Sriracha, for the uninitiated, is a chilli sauce, thicker and sweeter than Tabasco, with a garlicky tang. They eat it in Thailand and Vietnam, though the world’s top brand is made in California with a distinctive rooster on the bottle. Once you have Sriracha in the fridge, you find yourself adding it to many ad hoc meals: fried eggs, falafel, corn fritters. It’s ketchup for grown-ups: a comforting dab of something sweet and spicy that makes everything taste familiar.
I’m fond enough of Sriracha, as mass-market condiments go. But mere fondness does not cut it in this age of social media. Sriracha is one of many foods — see also pulled pork, avocado toast, popcorn, kale, and custard doughnuts — that are now the objects of lunatic devotion on Twitter. It has become a fetish and a cult. Worshippers say it makes ‘everything’ taste better or that they’d like to be buried with a bottle when they die. In December, it was announced that Sriracha powder was coming to the UK. Twitter was abuzz, imagining all the things that could be doused in this magical red dust. No one seemed to notice that chilli powder has been around for centuries or that what makes Sriracha good is that it is a sauce.
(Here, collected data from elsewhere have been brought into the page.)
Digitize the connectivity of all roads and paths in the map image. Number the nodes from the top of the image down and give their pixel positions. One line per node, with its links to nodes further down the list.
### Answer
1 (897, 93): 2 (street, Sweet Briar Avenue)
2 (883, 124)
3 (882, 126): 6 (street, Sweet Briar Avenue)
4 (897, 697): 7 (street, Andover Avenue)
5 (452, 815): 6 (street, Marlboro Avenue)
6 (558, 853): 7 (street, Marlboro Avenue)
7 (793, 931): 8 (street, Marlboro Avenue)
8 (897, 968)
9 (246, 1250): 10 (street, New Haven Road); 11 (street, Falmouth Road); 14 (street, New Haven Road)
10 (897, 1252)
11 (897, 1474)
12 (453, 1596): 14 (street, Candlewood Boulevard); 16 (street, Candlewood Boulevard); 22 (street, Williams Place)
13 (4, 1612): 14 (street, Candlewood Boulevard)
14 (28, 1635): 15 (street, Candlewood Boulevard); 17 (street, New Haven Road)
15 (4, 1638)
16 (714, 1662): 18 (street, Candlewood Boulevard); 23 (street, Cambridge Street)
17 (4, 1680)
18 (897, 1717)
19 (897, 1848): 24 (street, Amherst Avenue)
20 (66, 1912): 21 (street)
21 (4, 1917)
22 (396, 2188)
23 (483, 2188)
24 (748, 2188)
Sriracha exemplifies the problem with food on social media in general. These new global forms of communication should be widening our culinary horizons. Often, however, they only reinforce us in our limited tastes through a kind of faddish group hysteria. Spiralised courgettes or grain bowls will briefly ‘trend’ and then suffer a vicious backlash. Food becomes polarised into the indulgent and the ‘clean’. There is group-salivation over fried chicken and you feel bullied to take a stand on such pressing matters as paleo diets or cupcakes versus macarons.